**Excerpted records:**
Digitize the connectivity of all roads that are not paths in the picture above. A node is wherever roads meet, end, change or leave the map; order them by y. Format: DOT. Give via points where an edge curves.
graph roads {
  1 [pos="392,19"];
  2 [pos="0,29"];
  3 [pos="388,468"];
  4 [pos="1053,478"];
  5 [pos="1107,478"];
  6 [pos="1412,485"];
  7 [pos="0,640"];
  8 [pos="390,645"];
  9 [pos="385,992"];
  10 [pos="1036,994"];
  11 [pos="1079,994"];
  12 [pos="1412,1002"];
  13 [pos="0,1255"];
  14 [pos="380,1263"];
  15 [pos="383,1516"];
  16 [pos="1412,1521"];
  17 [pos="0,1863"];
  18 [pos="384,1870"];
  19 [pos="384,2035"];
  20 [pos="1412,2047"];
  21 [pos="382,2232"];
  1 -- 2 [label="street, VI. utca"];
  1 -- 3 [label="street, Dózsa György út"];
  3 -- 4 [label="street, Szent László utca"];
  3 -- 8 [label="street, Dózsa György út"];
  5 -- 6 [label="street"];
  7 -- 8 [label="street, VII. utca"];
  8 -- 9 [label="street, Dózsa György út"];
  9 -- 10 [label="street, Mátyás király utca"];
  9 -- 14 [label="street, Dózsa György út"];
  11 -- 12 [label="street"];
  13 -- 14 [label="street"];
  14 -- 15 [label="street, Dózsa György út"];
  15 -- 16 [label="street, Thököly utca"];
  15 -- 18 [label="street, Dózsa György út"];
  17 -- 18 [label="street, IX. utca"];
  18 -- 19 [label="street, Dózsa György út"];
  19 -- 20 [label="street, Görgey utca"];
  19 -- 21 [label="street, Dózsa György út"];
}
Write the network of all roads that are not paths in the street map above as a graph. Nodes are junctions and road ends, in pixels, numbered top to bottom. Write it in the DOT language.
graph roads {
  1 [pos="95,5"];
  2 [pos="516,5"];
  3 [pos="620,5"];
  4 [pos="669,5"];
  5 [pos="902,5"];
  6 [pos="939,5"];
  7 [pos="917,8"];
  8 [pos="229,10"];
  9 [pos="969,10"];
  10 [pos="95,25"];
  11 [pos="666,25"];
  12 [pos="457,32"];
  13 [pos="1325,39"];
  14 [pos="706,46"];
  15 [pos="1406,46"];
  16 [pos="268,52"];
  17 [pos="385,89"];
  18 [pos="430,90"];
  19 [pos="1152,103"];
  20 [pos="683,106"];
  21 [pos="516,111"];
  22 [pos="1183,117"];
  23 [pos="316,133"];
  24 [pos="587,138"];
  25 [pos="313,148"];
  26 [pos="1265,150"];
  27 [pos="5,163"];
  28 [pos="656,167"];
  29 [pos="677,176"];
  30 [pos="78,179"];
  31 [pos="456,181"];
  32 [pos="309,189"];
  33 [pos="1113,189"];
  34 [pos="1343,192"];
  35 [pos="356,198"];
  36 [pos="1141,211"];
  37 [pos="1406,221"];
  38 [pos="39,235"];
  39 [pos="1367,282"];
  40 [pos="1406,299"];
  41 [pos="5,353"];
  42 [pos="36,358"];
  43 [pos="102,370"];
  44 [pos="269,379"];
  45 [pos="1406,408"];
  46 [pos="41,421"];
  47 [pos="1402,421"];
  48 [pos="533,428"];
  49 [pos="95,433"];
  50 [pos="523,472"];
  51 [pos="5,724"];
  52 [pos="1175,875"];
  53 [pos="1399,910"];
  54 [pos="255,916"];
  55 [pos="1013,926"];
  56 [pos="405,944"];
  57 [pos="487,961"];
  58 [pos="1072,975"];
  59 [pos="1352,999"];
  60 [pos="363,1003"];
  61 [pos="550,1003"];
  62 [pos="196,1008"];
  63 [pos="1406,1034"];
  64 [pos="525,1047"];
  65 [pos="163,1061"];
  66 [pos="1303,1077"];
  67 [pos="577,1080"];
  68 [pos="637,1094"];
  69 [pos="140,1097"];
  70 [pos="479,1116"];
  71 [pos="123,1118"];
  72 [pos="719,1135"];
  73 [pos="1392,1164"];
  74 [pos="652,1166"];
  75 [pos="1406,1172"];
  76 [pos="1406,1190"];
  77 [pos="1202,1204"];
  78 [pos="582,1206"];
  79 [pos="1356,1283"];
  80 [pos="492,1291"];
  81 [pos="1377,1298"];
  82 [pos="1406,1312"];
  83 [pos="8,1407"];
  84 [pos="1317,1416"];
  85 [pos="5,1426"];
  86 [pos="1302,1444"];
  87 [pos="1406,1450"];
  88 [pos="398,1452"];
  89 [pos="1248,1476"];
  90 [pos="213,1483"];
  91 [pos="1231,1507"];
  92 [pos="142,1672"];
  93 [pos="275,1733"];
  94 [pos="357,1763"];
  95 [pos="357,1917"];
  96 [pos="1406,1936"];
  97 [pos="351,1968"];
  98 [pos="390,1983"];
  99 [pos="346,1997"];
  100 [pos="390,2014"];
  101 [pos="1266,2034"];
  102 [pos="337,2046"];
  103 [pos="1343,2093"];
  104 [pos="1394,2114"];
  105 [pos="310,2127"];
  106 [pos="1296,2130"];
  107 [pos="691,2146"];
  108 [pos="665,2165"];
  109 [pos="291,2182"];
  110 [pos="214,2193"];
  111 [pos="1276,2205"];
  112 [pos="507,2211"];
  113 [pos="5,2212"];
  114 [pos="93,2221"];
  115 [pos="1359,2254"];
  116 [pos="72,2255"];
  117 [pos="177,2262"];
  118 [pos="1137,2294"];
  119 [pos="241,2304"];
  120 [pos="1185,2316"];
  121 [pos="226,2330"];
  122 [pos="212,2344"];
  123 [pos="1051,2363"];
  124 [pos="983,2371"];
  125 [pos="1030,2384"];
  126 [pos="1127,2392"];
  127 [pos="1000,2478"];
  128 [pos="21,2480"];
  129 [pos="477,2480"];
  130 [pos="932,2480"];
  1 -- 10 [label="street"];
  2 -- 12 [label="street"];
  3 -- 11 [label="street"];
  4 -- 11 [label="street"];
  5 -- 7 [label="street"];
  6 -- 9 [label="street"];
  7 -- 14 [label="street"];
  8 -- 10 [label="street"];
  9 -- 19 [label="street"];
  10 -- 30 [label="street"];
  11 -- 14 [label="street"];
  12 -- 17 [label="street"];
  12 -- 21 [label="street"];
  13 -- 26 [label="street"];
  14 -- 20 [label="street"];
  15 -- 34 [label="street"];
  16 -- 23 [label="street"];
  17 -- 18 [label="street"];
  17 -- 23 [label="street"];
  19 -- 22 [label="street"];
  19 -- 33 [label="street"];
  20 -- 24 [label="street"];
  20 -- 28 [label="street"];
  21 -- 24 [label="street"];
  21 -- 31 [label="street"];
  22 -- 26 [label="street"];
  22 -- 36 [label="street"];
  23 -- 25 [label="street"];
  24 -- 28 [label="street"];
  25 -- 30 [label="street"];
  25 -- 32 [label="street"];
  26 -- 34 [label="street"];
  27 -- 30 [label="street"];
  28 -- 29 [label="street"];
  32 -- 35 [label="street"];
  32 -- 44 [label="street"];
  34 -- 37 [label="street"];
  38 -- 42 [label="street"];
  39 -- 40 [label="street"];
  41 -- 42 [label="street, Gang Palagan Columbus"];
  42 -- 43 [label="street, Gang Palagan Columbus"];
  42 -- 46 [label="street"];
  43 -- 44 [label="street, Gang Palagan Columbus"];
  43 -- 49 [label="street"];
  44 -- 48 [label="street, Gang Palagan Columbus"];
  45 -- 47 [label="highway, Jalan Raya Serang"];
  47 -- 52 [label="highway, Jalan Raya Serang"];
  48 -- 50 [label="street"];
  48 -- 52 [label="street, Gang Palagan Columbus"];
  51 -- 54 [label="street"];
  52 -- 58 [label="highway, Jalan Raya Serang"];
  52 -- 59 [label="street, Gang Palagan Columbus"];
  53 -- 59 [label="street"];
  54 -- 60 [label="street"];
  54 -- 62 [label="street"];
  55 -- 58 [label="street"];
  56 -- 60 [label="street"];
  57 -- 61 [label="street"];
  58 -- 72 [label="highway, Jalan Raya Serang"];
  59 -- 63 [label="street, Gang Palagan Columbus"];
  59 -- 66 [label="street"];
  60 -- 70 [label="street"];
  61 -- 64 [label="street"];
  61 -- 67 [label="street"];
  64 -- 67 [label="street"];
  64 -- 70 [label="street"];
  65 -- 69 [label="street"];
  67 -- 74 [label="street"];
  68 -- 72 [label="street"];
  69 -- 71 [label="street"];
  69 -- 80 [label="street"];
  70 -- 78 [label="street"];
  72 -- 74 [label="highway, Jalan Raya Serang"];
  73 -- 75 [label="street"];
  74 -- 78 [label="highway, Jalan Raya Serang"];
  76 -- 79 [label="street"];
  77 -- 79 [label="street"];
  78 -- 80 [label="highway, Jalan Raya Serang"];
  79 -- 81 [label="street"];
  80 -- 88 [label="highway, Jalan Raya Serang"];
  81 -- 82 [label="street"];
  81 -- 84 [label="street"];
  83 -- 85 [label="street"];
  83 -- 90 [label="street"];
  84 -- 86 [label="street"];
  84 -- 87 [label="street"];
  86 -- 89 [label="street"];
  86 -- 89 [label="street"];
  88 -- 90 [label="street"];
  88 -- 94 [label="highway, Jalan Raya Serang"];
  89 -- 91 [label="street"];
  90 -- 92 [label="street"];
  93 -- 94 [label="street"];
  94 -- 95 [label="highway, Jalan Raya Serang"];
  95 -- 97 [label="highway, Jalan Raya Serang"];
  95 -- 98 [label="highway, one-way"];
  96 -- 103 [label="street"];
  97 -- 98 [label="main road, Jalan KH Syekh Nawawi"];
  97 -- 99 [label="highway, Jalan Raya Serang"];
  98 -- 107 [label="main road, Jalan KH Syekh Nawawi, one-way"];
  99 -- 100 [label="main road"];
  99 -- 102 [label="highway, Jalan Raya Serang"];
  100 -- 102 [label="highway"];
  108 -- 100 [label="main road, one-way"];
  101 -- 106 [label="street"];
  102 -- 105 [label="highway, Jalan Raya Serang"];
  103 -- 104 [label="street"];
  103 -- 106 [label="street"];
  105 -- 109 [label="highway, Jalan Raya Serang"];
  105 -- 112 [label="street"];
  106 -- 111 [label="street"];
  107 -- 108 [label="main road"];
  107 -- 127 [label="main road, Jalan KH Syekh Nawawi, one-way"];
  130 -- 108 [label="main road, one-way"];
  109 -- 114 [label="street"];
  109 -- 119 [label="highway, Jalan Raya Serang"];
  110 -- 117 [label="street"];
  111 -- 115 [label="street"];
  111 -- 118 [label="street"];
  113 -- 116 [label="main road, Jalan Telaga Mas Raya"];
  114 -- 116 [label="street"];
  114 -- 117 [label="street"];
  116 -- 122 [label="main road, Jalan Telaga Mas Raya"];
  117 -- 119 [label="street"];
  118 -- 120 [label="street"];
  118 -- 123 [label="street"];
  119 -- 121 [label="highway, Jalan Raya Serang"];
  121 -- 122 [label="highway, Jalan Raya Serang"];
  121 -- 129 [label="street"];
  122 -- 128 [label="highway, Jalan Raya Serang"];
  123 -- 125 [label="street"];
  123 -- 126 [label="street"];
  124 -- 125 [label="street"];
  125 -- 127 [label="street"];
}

**Task to complete:** Go through the records and report each line that contains "Palagan".

**Written answer:**
  41 -- 42 [label="street, Gang Palagan Columbus"];
  42 -- 43 [label="street, Gang Palagan Columbus"];
  43 -- 44 [label="street, Gang Palagan Columbus"];
  44 -- 48 [label="street, Gang Palagan Columbus"];
  48 -- 52 [label="street, Gang Palagan Columbus"];
  52 -- 59 [label="street, Gang Palagan Columbus"];
  59 -- 63 [label="street, Gang Palagan Columbus"];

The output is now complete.